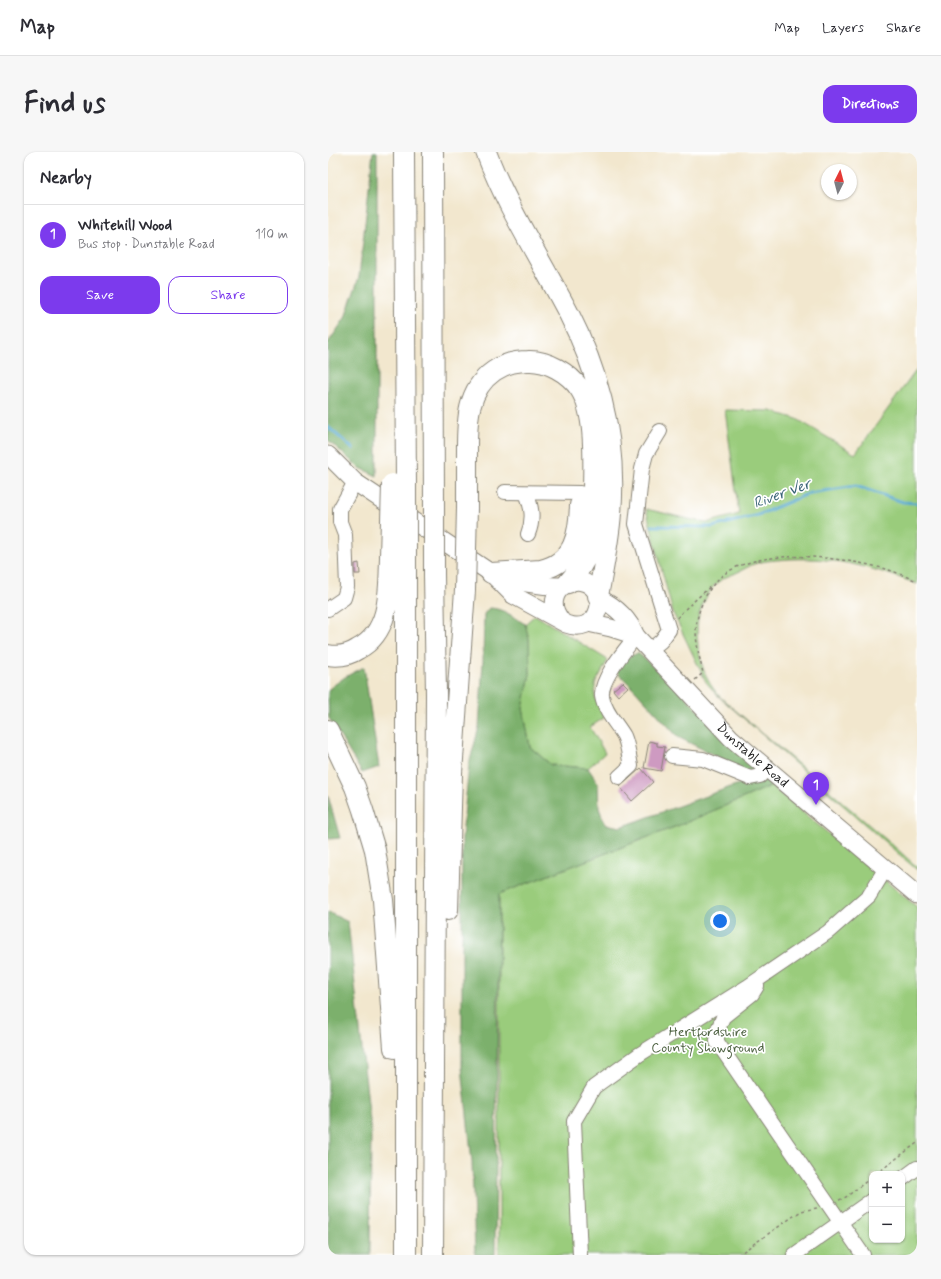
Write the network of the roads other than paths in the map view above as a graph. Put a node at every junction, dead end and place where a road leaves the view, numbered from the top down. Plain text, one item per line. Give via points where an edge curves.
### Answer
1 (396, 152) edge
2 (404, 152) edge
3 (433, 152) edge
4 (486, 152) edge
5 (573, 381) junction
6 (660, 431) dead end
7 (328, 455) edge
8 (328, 471) edge
9 (356, 482) junction
10 (399, 484) junction
11 (505, 492) dead end
12 (526, 493) junction
13 (580, 493) junction
14 (528, 534) dead end
15 (398, 557) junction
16 (491, 573) junction
17 (566, 584) junction
18 (598, 597) junction
19 (328, 609) edge
20 (561, 620) junction
21 (588, 623) junction
22 (636, 636) junction
23 (650, 650) junction
24 (328, 655) edge
25 (328, 730) edge
26 (672, 756) dead end
27 (766, 769) junction
28 (619, 777) dead end
29 (886, 868) junction
30 (917, 895) edge
31 (761, 978) junction
32 (917, 1168) edge
33 (905, 1177) edge
34 (869, 1202) edge
35 (406, 1217) junction
36 (840, 1223) junction
37 (434, 1250) edge
38 (406, 1255) edge
39 (580, 1255) edge
40 (794, 1255) edge
41 (863, 1255) edge

1 - 10 highway
2 - 10 highway
3 - 37 highway, bridge via 436,702
4 - 18 highway via 501,187 577,332 599,387 611,449 613,487 610,524
5 - 13 highway via 580,415
5 - 17 highway via 586,400 591,426 594,459 593,508 589,551 583,566
5 - 37 highway, bridge via 544,363 520,361 501,367 482,382 474,395 469,415 465,590 452,773 444,1054
6 - 23 lane via 646,454 642,469 636,524 669,630
7 - 9 main road
8 - 9 main road
9 - 16 main road
9 - 19 lane via 340,509 340,522 345,535 347,587 344,598
10 - 15 highway, bridge
11 - 12 lane
12 - 13 lane
12 - 14 lane via 532,515
13 - 16 highway via 578,534 568,554 561,561 541,570
15 - 24 highway via 384,617 377,632 354,652
15 - 35 highway
16 - 17 main road via 532,585
16 - 20 main road via 513,595
17 - 18 main road via 588,584
17 - 20 main road via 556,594 554,603 555,611
18 - 21 main road via 597,614
18 - 22 main road, Dunstable Road via 632,625
20 - 21 main road via 575,626
21 - 22 main road, Dunstable Road
22 - 23 main road, Dunstable Road
22 - 28 lane via 616,662 602,689 604,704 625,738 631,766
23 - 27 main road, Dunstable Road via 731,738
25 - 35 highway via 346,765 361,804 381,880
26 - 27 lane via 702,759 750,778 760,776
27 - 29 main road, Dunstable Road
29 - 30 main road, Dunstable Road
29 - 31 lane via 869,896 828,932
31 - 36 lane via 752,994 723,1017 716,1032 718,1042
31 - 39 lane via 640,1054 594,1087 574,1121
32 - 33 lane
34 - 36 lane
35 - 38 highway
36 - 40 lane
36 - 41 lane

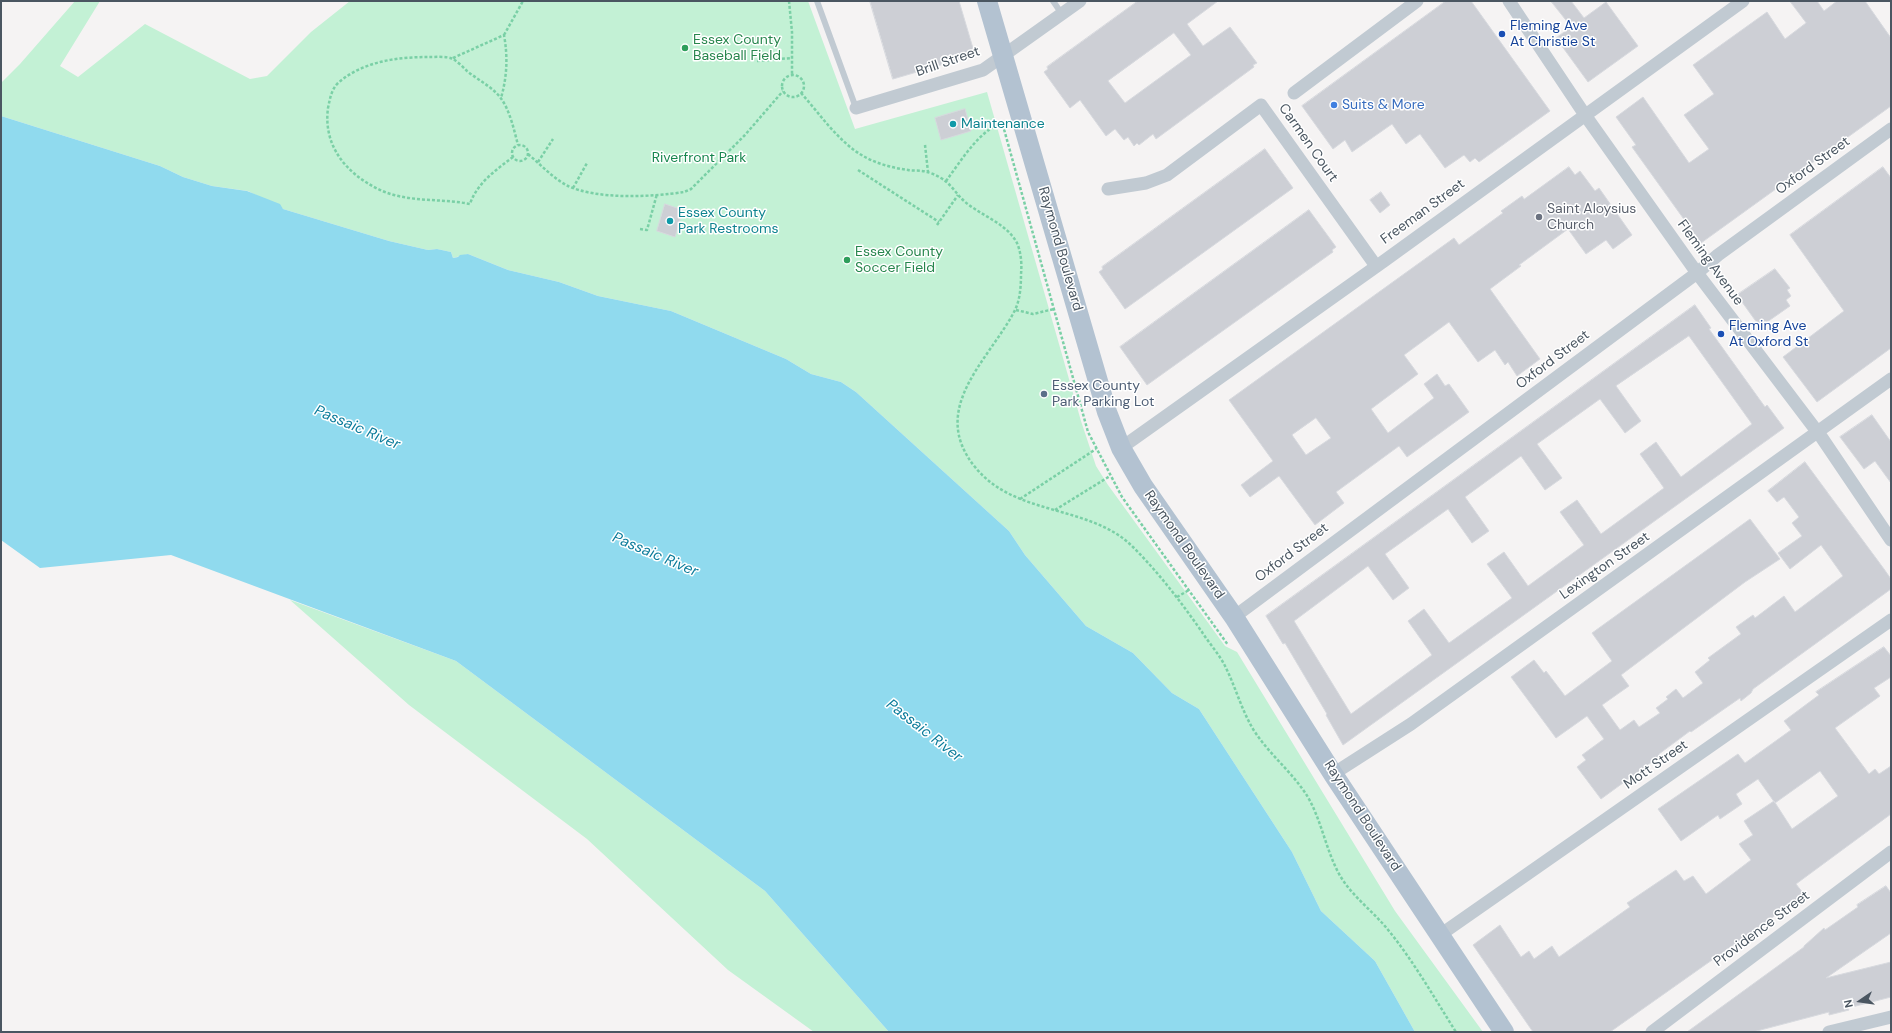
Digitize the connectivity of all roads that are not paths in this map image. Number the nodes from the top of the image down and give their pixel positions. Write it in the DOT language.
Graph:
graph roads {
  1 [pos="816,1"];
  2 [pos="987,1"];
  3 [pos="1052,1"];
  4 [pos="1080,1"];
  5 [pos="1417,1"];
  6 [pos="1509,1"];
  7 [pos="1743,1"];
  8 [pos="1062,14"];
  9 [pos="1003,55"];
  10 [pos="1294,93"];
  11 [pos="856,108"];
  12 [pos="1585,115"];
  13 [pos="1891,129"];
  14 [pos="1108,189"];
  15 [pos="1376,266"];
  16 [pos="1697,273"];
  17 [pos="1891,379"];
  18 [pos="1818,433"];
  19 [pos="1121,448"];
  20 [pos="1891,540"];
  21 [pos="1234,617"];
  22 [pos="1891,620"];
  23 [pos="1333,774"];
  24 [pos="1891,852"];
  25 [pos="1440,935"];
  26 [pos="1891,1017"];
  27 [pos="1504,1032"];
  28 [pos="1652,1032"];
  29 [pos="1829,1032"];
  1 -- 11 [label="lane"];
  2 -- 9 [label="main road, Raymond Boulevard"];
  3 -- 8 [label="lane"];
  4 -- 8 [label="street, Brill Street"];
  5 -- 10 [label="street"];
  6 -- 12 [label="street, Fleming Avenue"];
  7 -- 12 [label="street, Freeman Street"];
  8 -- 9 [label="street, Brill Street"];
  9 -- 11 [label="street, Brill Street"];
  9 -- 19 [label="main road, Raymond Boulevard"];
  12 -- 15 [label="street, Freeman Street"];
  12 -- 16 [label="street, Fleming Avenue"];
  13 -- 16 [label="street, Oxford Street"];
  14 -- 15 [label="street, Carmen Court"];
  15 -- 19 [label="street, Freeman Street"];
  16 -- 18 [label="street, Fleming Avenue"];
  16 -- 21 [label="street, Oxford Street"];
  17 -- 18 [label="street, Lexington Street"];
  18 -- 20 [label="street, Fleming Avenue"];
  18 -- 23 [label="street, Lexington Street"];
  19 -- 21 [label="main road, Raymond Boulevard"];
  21 -- 23 [label="main road, Raymond Boulevard"];
  22 -- 25 [label="street, Mott Street"];
  23 -- 25 [label="main road, Raymond Boulevard"];
  24 -- 28 [label="street, Providence Street"];
  25 -- 27 [label="main road, Raymond Boulevard"];
  26 -- 29 [label="street"];
}
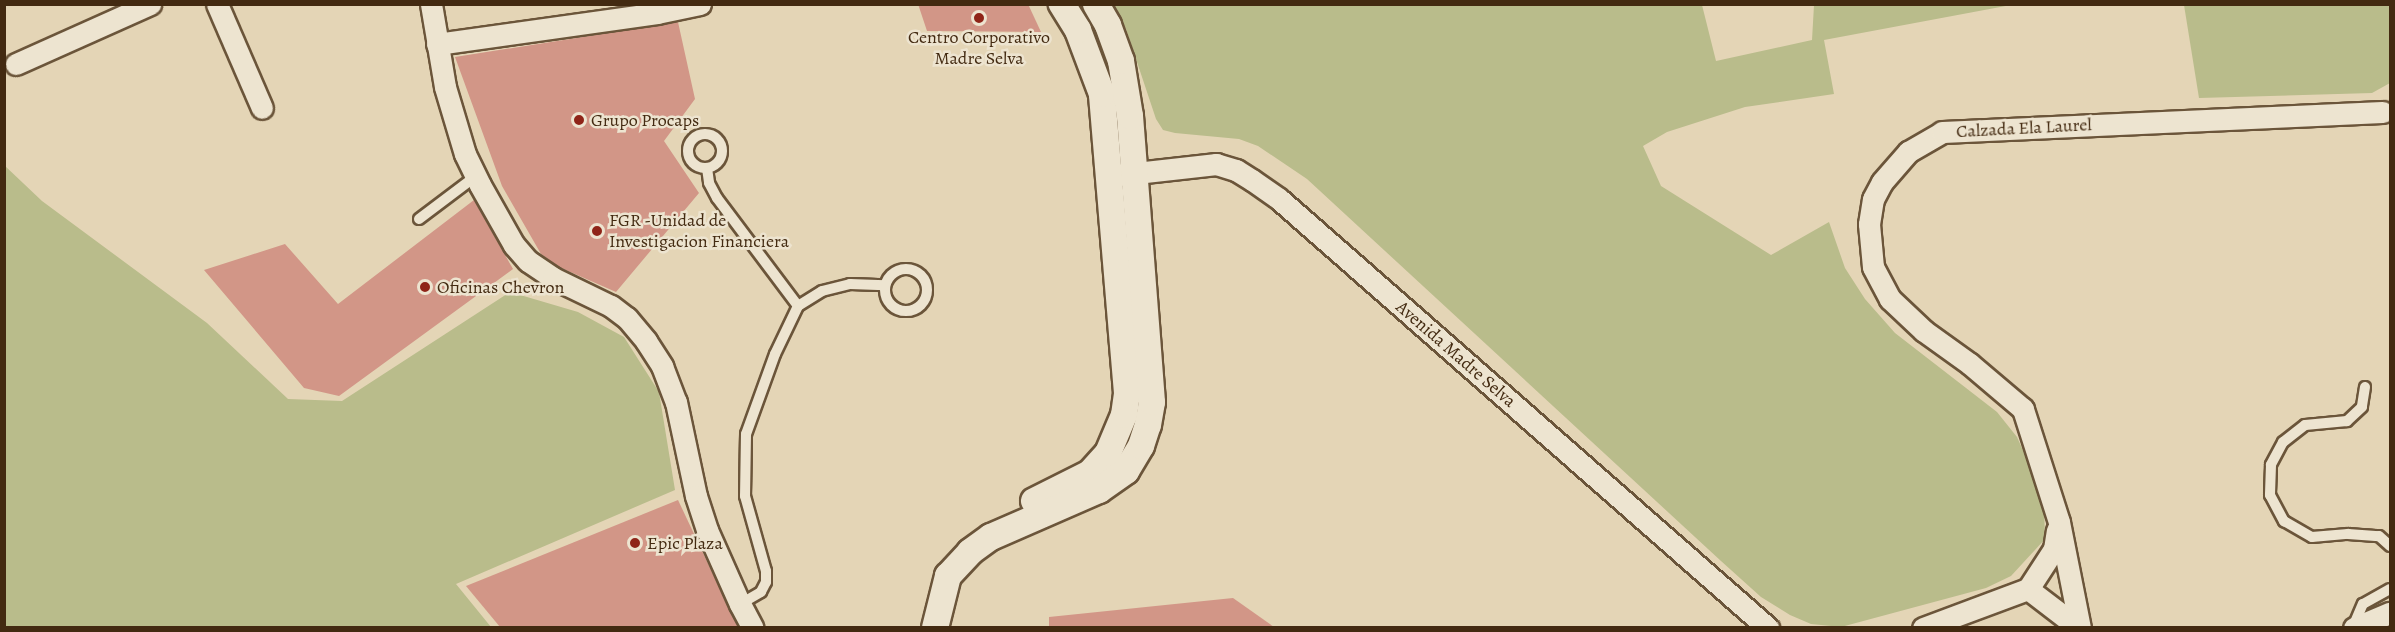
+++
→ Exercise details
Isolate the lines above that contain the word "bridge" and copy them.

→ Task response
3 - 37 highway, bridge via 436,702
5 - 37 highway, bridge via 544,363 520,361 501,367 482,382 474,395 469,415 465,590 452,773 444,1054
10 - 15 highway, bridge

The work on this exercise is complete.